+++ Information shown +++

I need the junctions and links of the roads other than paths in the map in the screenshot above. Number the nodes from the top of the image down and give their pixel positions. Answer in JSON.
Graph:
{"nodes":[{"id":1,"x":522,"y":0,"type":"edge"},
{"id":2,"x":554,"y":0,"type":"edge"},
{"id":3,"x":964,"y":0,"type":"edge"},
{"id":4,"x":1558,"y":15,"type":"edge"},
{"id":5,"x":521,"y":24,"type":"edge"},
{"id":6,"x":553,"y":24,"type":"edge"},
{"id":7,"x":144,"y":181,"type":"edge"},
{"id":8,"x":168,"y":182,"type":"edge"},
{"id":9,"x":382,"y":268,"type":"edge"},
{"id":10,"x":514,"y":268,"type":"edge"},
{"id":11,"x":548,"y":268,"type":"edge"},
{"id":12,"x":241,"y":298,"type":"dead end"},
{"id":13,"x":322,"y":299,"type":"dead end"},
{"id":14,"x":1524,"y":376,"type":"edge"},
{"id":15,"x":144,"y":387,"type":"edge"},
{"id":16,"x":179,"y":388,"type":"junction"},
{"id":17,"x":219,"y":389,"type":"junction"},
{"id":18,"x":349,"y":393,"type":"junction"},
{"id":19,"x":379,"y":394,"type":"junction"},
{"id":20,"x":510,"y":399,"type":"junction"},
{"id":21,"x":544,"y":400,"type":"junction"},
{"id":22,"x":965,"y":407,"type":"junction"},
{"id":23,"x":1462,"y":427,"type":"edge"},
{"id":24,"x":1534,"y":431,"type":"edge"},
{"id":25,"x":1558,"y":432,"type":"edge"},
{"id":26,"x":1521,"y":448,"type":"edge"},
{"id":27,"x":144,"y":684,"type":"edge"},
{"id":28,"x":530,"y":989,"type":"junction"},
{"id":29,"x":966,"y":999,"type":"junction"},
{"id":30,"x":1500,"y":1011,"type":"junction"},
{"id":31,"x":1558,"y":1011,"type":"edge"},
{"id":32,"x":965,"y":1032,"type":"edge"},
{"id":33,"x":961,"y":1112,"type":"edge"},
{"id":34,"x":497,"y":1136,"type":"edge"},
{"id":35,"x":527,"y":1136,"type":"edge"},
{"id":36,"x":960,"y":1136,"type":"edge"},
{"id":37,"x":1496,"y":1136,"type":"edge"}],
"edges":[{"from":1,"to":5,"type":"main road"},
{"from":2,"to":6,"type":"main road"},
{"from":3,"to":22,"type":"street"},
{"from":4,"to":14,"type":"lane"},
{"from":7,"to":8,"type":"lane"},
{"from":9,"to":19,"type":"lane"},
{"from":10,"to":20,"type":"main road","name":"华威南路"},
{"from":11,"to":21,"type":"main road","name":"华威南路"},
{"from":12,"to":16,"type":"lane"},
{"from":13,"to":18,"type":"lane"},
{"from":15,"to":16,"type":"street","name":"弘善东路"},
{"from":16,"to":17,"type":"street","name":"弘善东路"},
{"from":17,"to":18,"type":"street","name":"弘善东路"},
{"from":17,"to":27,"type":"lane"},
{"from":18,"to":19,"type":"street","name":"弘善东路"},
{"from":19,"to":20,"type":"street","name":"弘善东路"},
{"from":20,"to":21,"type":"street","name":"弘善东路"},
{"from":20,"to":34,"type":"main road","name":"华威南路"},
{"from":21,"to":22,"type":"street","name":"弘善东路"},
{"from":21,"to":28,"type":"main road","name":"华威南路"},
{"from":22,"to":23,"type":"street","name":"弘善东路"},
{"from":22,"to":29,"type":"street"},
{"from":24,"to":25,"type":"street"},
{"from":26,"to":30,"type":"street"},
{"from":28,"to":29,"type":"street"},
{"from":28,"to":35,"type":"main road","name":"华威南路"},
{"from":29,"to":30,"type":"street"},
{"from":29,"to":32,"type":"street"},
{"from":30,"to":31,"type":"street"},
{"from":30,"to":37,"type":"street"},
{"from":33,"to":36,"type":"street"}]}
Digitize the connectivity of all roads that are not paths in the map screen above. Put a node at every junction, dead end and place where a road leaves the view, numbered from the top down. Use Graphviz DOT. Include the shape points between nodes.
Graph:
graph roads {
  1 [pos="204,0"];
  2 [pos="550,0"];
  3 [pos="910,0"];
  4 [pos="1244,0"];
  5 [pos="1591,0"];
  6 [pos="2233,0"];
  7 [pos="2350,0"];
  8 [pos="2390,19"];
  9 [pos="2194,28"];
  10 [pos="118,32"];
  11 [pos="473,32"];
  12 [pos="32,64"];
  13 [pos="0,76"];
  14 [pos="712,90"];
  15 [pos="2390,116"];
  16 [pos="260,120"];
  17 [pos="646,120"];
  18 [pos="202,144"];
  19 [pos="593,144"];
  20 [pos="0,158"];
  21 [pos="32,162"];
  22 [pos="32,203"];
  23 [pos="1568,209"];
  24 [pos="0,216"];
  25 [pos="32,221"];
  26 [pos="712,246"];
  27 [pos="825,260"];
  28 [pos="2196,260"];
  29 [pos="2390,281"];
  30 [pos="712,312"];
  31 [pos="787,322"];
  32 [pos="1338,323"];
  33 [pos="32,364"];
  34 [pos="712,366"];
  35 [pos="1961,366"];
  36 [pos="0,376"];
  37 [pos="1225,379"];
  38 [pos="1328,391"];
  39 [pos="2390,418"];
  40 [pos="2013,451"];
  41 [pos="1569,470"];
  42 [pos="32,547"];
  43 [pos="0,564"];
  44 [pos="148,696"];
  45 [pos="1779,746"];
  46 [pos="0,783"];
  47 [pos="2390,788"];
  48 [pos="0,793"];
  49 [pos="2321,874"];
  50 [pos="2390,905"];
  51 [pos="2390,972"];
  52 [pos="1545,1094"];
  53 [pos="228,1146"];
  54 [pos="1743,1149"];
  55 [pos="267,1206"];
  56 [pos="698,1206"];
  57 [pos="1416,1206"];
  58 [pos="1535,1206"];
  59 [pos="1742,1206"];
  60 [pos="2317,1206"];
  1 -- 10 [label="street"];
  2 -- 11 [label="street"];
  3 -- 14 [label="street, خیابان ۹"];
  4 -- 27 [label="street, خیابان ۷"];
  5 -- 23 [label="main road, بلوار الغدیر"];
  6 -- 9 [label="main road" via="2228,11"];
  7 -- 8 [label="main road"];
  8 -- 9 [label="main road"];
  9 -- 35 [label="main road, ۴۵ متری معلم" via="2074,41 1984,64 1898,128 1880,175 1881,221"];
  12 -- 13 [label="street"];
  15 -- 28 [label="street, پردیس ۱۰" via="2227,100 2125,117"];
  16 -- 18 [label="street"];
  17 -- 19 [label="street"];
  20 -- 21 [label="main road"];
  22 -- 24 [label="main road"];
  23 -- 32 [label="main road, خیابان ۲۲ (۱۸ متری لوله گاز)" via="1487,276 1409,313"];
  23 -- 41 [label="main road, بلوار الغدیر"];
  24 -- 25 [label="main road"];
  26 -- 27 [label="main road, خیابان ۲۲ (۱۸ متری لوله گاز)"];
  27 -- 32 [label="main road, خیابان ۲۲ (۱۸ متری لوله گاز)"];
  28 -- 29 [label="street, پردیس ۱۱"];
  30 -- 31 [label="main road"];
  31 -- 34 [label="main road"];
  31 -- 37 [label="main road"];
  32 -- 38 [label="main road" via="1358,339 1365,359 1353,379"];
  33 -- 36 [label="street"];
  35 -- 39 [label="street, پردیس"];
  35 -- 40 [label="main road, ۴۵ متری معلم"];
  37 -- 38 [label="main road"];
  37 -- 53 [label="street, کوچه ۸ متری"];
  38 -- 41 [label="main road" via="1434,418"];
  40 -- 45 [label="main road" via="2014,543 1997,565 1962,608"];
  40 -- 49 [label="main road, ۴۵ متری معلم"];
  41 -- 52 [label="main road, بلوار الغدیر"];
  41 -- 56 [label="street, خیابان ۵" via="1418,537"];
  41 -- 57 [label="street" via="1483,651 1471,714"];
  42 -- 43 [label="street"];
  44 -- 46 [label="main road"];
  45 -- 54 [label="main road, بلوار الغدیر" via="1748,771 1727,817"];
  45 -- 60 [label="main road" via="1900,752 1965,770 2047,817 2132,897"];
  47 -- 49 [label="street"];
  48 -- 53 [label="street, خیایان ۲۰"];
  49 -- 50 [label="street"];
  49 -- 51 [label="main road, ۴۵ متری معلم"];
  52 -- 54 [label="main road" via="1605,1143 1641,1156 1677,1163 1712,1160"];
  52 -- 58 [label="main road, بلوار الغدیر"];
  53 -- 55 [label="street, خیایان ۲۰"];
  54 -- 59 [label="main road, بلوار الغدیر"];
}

+++

* Your instructions *
Give the number of lines above containing the word "弘善东路", with no other text.

* Answer for this exercise *
8